Михаил Петрович взял из предложенной мною измятой пачки папиросу. Она была надорвана и, казалось, как ни старайся, ее не расправишь.
— Бросьте эту! Возьмите другую!
Девятаев отрицательно качнул головой, бережно оторвал от мундштука папиросы крошечный лоскуток бумаги и заклеил трещину. Потом он, щелкнув зажигалкой, не спеша прикурил и, пыхнув раза два дымком, удовлетворенно улыбнулся:
— Разве можно бросать невыкуренную папиросу! Грех это непростительный… Помнится, как сигаретка чуть ли не жизнь мне спасла.
Узник № 3234
…Был он тогда уже старый «хефтлинк», то есть заключенный. Хорошо знал лагерные порядки, а все же нарушил их — набил одному мерзавцу морду.

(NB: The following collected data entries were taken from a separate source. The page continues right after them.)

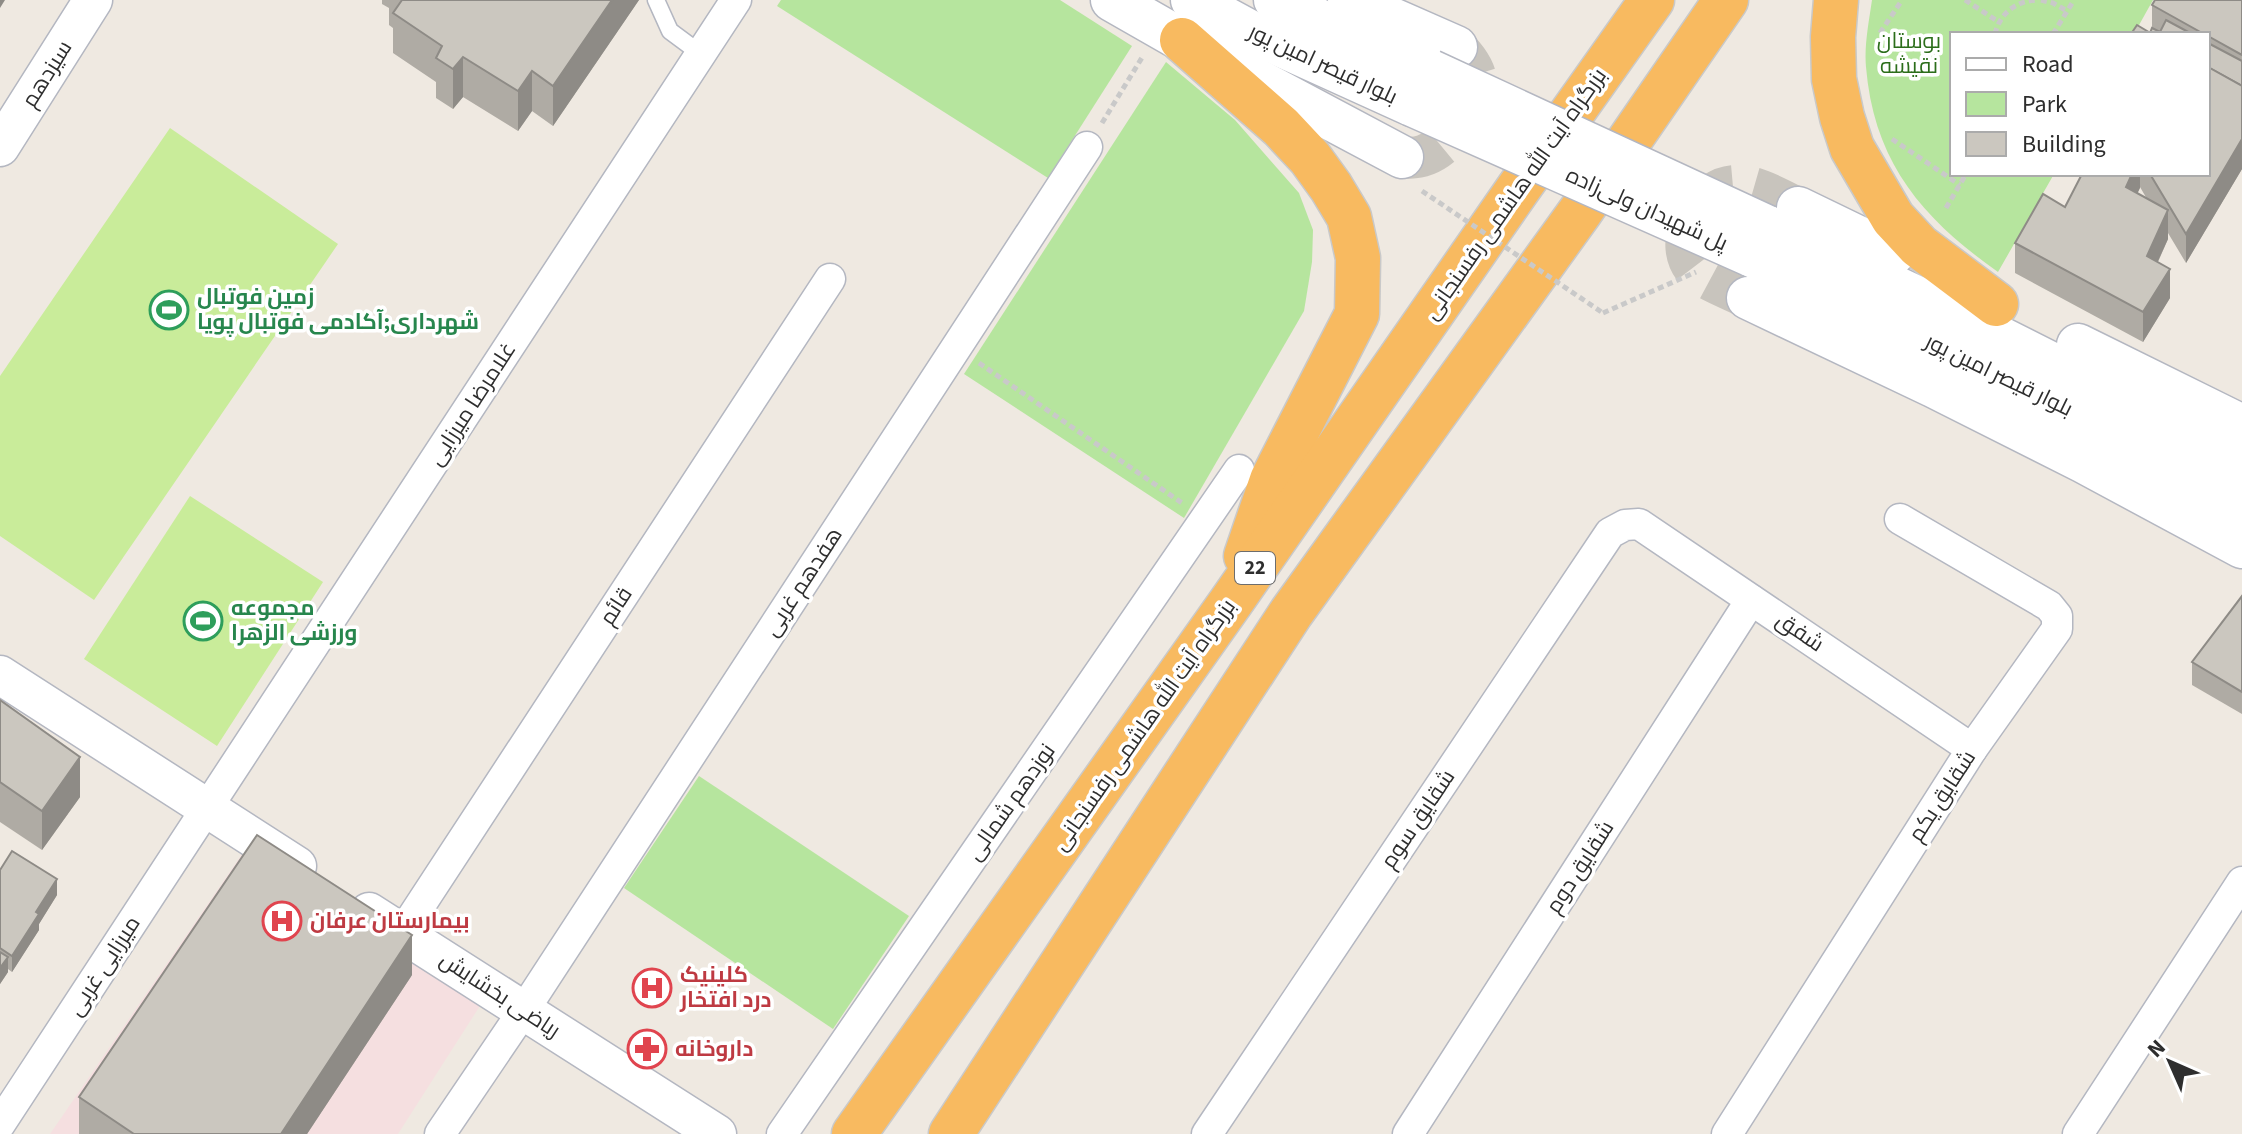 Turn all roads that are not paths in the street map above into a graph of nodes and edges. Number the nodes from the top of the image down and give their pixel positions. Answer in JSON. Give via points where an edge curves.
{"nodes":[{"id":1,"x":93,"y":0,"type":"edge"},
{"id":2,"x":656,"y":0,"type":"edge"},
{"id":3,"x":736,"y":0,"type":"edge"},
{"id":4,"x":1112,"y":0,"type":"edge"},
{"id":5,"x":1275,"y":0,"type":"edge"},
{"id":6,"x":1349,"y":0,"type":"edge"},
{"id":7,"x":1652,"y":0,"type":"edge"},
{"id":8,"x":1726,"y":0,"type":"edge"},
{"id":9,"x":1836,"y":0,"type":"edge"},
{"id":10,"x":1179,"y":22,"type":"edge"},
{"id":11,"x":701,"y":54,"type":"junction"},
{"id":12,"x":1433,"y":74,"type":"junction"},
{"id":13,"x":0,"y":147,"type":"edge"},
{"id":14,"x":1087,"y":147,"type":"road end"},
{"id":15,"x":1412,"y":174,"type":"road end"},
{"id":16,"x":1772,"y":230,"type":"junction"},
{"id":17,"x":830,"y":279,"type":"dead end"},
{"id":18,"x":1748,"y":298,"type":"tunnel mouth"},
{"id":19,"x":1996,"y":304,"type":"junction"},
{"id":20,"x":2242,"y":426,"type":"edge"},
{"id":21,"x":2242,"y":464,"type":"edge"},
{"id":22,"x":1239,"y":470,"type":"dead end"},
{"id":23,"x":2242,"y":506,"type":"edge"},
{"id":24,"x":1900,"y":519,"type":"dead end"},
{"id":25,"x":1625,"y":525,"type":"joint"},
{"id":26,"x":2242,"y":547,"type":"edge"},
{"id":27,"x":1751,"y":600,"type":"junction"},
{"id":28,"x":1231,"y":602,"type":"junction"},
{"id":29,"x":0,"y":675,"type":"edge"},
{"id":30,"x":1972,"y":749,"type":"junction"},
{"id":31,"x":207,"y":808,"type":"junction"},
{"id":32,"x":2242,"y":882,"type":"edge"},
{"id":33,"x":402,"y":933,"type":"junction"},
{"id":34,"x":524,"y":1010,"type":"junction"},
{"id":35,"x":0,"y":1124,"type":"edge"},
{"id":36,"x":1221,"y":1129,"type":"edge"},
{"id":37,"x":440,"y":1134,"type":"edge"},
{"id":38,"x":717,"y":1134,"type":"edge"},
{"id":39,"x":782,"y":1134,"type":"edge"},
{"id":40,"x":854,"y":1134,"type":"edge"},
{"id":41,"x":951,"y":1134,"type":"edge"},
{"id":42,"x":1408,"y":1134,"type":"edge"},
{"id":43,"x":1727,"y":1134,"type":"edge"},
{"id":44,"x":2078,"y":1134,"type":"edge"}],
"edges":[{"from":1,"to":13,"type":"street","name":"سیزدهم"},
{"from":2,"to":11,"type":"lane","via":[[670,31]]},
{"from":3,"to":11,"type":"street","name":"غلامرضا میرزایی"},
{"from":4,"to":10,"type":"main road"},
{"from":5,"to":12,"type":"main road","name":"بلوار قیصر امین پور"},
{"from":6,"to":12,"type":"main road"},
{"from":7,"to":28,"type":"highway","name":"بزرگراه آیت الله هاشمی رفسنجانی","number":"22"},
{"from":8,"to":41,"type":"highway","number":"22","via":[[1291,613]]},
{"from":9,"to":19,"type":"highway","via":[[1834,79],[1852,148],[1893,218],[1919,246]]},
{"from":10,"to":12,"type":"main road","name":"بلوار قیصر امین پور","via":[[1251,32]]},
{"from":10,"to":15,"type":"main road"},
{"from":10,"to":28,"type":"highway","via":[[1310,158],[1349,217],[1358,258],[1357,314],[1272,480]]},
{"from":11,"to":31,"type":"street","name":"غلامرضا میرزایی"},
{"from":12,"to":16,"type":"main road","name":"پل شهیدان ولی‌زاده","bridge":true},
{"from":14,"to":34,"type":"street","name":"هفدهم غربی"},
{"from":16,"to":19,"type":"main road"},
{"from":16,"to":21,"type":"main road","name":"بلوار قیصر امین پور","via":[[1967,321]]},
{"from":16,"to":23,"type":"main road","name":"بلوار قیصر امین پور","via":[[1943,346],[2147,449]]},
{"from":17,"to":33,"type":"street","name":"قائم"},
{"from":18,"to":26,"type":"main road","via":[[2043,441]]},
{"from":19,"to":20,"type":"main road"},
{"from":22,"to":39,"type":"street","name":"نوزدهم شمالی"},
{"from":24,"to":30,"type":"street","name":"شقایق یکم","via":[[2049,606],[2057,616],[2057,629]]},
{"from":25,"to":27,"type":"street","name":"شفق","via":[[1639,524]]},
{"from":25,"to":36,"type":"street","name":"شقایق سوم","via":[[1610,533]]},
{"from":27,"to":30,"type":"street","name":"شفق"},
{"from":27,"to":42,"type":"street","name":"شقایق دوم"},
{"from":28,"to":40,"type":"highway","name":"بزرگراه آیت الله هاشمی رفسنجانی","number":"22"},
{"from":29,"to":31,"type":"street","name":"ریاضی بخشایش"},
{"from":30,"to":43,"type":"street","name":"شقایق یکم"},
{"from":31,"to":33,"type":"street","name":"ریاضی بخشایش"},
{"from":31,"to":35,"type":"street","name":"میرزایی غربی"},
{"from":32,"to":44,"type":"street"},
{"from":33,"to":34,"type":"street","name":"ریاضی بخشایش"},
{"from":34,"to":37,"type":"street","name":"هفدهم غربی"},
{"from":34,"to":38,"type":"street","name":"ریاضی بخشایش"}]}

В детстве Мишка Девятаев был редкостным драчуном, а когда вырос, никогда рукам воли не давал. Очень мягкий по характеру, он просто не представлял себе, как можно ударить человека. А тут сердце не выдержало. Был в их бараке некий Костя, здоровенный детина и страшный подхалим. Он служил во флоте и в самом начале войны попал в плен. Как-то вечером Костя стал откровенничать:
— Родина! Девочки в школах пишут на эту тему сочинения. А мне все равно, где родина, лишь бы были деньги, вино да все такое…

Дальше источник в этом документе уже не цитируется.